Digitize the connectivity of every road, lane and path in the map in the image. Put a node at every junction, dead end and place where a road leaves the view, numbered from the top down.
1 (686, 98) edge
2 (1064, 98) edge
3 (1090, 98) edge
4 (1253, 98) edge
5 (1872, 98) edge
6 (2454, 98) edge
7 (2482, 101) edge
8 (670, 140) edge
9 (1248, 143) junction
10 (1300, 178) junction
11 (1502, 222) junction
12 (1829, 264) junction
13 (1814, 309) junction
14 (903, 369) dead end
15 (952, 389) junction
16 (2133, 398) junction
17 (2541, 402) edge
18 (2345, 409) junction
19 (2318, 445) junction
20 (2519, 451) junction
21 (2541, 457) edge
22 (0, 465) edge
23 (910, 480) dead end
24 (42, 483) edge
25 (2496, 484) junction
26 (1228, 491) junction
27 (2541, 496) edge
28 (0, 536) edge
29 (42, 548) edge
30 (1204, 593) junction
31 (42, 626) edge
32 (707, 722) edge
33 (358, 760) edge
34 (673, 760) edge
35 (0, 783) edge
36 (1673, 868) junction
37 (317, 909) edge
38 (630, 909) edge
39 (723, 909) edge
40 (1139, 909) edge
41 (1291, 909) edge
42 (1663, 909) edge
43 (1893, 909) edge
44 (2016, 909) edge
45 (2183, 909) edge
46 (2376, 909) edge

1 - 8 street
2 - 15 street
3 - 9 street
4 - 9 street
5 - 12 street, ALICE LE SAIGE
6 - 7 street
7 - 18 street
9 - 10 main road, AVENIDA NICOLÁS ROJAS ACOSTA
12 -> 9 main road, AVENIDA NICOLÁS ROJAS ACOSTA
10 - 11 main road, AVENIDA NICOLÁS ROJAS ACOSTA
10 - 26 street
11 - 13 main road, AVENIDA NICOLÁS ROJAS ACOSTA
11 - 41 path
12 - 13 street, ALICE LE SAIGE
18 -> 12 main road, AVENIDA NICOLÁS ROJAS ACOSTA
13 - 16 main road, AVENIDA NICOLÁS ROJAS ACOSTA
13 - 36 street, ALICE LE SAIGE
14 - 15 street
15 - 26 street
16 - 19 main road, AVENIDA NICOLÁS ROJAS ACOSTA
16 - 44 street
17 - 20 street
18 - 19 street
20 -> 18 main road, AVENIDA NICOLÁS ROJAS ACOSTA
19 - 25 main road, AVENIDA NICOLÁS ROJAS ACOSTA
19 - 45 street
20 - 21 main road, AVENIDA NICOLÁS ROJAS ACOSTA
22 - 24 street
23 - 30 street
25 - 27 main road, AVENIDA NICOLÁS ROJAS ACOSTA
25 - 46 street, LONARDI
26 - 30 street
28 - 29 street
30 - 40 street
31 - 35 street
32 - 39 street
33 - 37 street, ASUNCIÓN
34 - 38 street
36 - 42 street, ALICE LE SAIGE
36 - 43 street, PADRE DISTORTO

The task » The answer should repeat every line of the listing exactly.

Solved problem »
Digitize the connectivity of every road, lane and path in the map in the image. Put a node at every junction, dead end and place where a road leaves the view, numbered from the top down.
1 (686, 98) edge
2 (1064, 98) edge
3 (1090, 98) edge
4 (1253, 98) edge
5 (1872, 98) edge
6 (2454, 98) edge
7 (2482, 101) edge
8 (670, 140) edge
9 (1248, 143) junction
10 (1300, 178) junction
11 (1502, 222) junction
12 (1829, 264) junction
13 (1814, 309) junction
14 (903, 369) dead end
15 (952, 389) junction
16 (2133, 398) junction
17 (2541, 402) edge
18 (2345, 409) junction
19 (2318, 445) junction
20 (2519, 451) junction
21 (2541, 457) edge
22 (0, 465) edge
23 (910, 480) dead end
24 (42, 483) edge
25 (2496, 484) junction
26 (1228, 491) junction
27 (2541, 496) edge
28 (0, 536) edge
29 (42, 548) edge
30 (1204, 593) junction
31 (42, 626) edge
32 (707, 722) edge
33 (358, 760) edge
34 (673, 760) edge
35 (0, 783) edge
36 (1673, 868) junction
37 (317, 909) edge
38 (630, 909) edge
39 (723, 909) edge
40 (1139, 909) edge
41 (1291, 909) edge
42 (1663, 909) edge
43 (1893, 909) edge
44 (2016, 909) edge
45 (2183, 909) edge
46 (2376, 909) edge

1 - 8 street
2 - 15 street
3 - 9 street
4 - 9 street
5 - 12 street, ALICE LE SAIGE
6 - 7 street
7 - 18 street
9 - 10 main road, AVENIDA NICOLÁS ROJAS ACOSTA
12 -> 9 main road, AVENIDA NICOLÁS ROJAS ACOSTA
10 - 11 main road, AVENIDA NICOLÁS ROJAS ACOSTA
10 - 26 street
11 - 13 main road, AVENIDA NICOLÁS ROJAS ACOSTA
11 - 41 path
12 - 13 street, ALICE LE SAIGE
18 -> 12 main road, AVENIDA NICOLÁS ROJAS ACOSTA
13 - 16 main road, AVENIDA NICOLÁS ROJAS ACOSTA
13 - 36 street, ALICE LE SAIGE
14 - 15 street
15 - 26 street
16 - 19 main road, AVENIDA NICOLÁS ROJAS ACOSTA
16 - 44 street
17 - 20 street
18 - 19 street
20 -> 18 main road, AVENIDA NICOLÁS ROJAS ACOSTA
19 - 25 main road, AVENIDA NICOLÁS ROJAS ACOSTA
19 - 45 street
20 - 21 main road, AVENIDA NICOLÁS ROJAS ACOSTA
22 - 24 street
23 - 30 street
25 - 27 main road, AVENIDA NICOLÁS ROJAS ACOSTA
25 - 46 street, LONARDI
26 - 30 street
28 - 29 street
30 - 40 street
31 - 35 street
32 - 39 street
33 - 37 street, ASUNCIÓN
34 - 38 street
36 - 42 street, ALICE LE SAIGE
36 - 43 street, PADRE DISTORTO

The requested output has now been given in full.